Быстро и четко мама рассказала, что отца арестовали за письмо Председателю Мао, где отец выражал несогласие с назначением супругов Тин новыми сычуаньскими руководителями, так как еще в Ибине был свидетелем их злоупотреблений. И в конце быстро прибавила: «В письме моего мужа также содержалась глубоко ошибочная оценка культурной революции».
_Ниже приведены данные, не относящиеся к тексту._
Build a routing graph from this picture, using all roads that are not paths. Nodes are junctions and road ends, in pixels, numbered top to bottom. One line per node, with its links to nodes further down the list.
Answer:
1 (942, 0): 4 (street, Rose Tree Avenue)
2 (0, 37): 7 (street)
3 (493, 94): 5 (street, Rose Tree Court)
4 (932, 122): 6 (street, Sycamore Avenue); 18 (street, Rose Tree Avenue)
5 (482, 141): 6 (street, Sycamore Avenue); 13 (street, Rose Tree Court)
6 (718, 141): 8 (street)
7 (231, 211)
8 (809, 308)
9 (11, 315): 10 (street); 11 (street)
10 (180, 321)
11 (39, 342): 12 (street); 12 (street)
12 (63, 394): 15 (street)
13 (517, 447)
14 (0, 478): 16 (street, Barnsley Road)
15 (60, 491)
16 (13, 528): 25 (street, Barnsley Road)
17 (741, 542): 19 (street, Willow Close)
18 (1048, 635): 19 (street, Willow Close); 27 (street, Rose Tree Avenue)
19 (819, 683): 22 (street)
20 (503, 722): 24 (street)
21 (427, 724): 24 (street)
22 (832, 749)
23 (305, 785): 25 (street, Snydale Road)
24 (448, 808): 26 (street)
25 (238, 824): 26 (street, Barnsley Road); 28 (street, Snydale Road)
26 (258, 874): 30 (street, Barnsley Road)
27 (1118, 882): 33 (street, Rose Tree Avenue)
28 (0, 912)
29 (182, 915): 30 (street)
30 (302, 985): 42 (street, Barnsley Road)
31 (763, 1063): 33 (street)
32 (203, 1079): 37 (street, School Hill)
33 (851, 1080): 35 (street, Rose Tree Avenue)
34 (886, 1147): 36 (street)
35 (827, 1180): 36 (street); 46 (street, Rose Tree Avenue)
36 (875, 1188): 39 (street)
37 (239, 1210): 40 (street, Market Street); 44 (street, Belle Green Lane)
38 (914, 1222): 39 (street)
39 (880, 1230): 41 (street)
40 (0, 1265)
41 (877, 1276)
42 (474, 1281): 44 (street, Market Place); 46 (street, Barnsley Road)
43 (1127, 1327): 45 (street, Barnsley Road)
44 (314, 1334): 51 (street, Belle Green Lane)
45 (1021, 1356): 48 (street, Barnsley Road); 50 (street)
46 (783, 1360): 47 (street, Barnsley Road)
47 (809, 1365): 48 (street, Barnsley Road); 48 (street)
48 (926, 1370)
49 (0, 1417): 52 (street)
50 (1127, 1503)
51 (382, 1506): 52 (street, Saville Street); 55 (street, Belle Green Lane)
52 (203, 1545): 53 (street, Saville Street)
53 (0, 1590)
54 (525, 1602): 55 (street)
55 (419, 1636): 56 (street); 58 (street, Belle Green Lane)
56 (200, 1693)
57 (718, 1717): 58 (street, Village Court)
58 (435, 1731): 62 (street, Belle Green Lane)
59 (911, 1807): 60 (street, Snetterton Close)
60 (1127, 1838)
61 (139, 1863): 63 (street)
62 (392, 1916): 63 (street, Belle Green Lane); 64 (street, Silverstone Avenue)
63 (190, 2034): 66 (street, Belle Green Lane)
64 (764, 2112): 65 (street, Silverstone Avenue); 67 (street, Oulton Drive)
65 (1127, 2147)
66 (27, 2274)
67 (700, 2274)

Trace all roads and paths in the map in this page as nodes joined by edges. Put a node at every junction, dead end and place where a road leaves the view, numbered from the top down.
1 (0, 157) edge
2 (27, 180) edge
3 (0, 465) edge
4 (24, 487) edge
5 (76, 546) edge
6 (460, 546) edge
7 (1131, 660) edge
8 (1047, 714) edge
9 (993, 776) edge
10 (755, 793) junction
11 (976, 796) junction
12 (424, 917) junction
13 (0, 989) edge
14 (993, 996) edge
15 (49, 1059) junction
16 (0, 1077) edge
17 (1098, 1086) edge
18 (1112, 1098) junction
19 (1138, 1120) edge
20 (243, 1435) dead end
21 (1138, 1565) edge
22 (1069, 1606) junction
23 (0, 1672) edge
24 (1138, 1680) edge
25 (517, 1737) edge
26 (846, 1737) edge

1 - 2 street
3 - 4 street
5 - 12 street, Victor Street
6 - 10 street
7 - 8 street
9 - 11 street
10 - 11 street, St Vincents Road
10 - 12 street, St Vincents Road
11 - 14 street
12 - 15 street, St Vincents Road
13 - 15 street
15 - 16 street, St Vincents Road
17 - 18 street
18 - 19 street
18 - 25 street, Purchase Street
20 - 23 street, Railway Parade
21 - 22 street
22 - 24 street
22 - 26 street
Мама тщательно обдумала эту формулировку. Она обязана была сказать Чжоу правду, но не могла процитировать слова мужа из страха перед присутствовавшими здесь цзаофанями. Ей ничего не оставалось, кроме как говорить отвлеченно: «Мой муж серьезно заблуждался в некоторых вопросах. Однако никогда не предавал свои взгляды гласности. Следуя Уставу Коммунистической партии, он поделился своими мыслями с Председателем Мао. Согласно Уставу, это неотъемлемое право члена партии, и письмо не может служить поводом для ареста. Я пришла сюда в поисках справедливости».
Когда мама встретилась взглядом с Чжоу Эньлаем, она увидела: он понял, что написано в письме на самом деле и почему невозможно прямо сказать об этом. Он проглядел мамину жалобу, обернулся к сидящему позади референту и что — то шепнул. В зале царило гробовое молчание. Все глаза были устремлены на премьера.
Референт передал Чжоу несколько листов бумаги с грифом Государственного совета. Чжоу с трудом стал писать — много лет назад он сломал руку, упав в Яньане с лошади. Закончив, вернул бумагу референту, и тот зачитал ее вслух.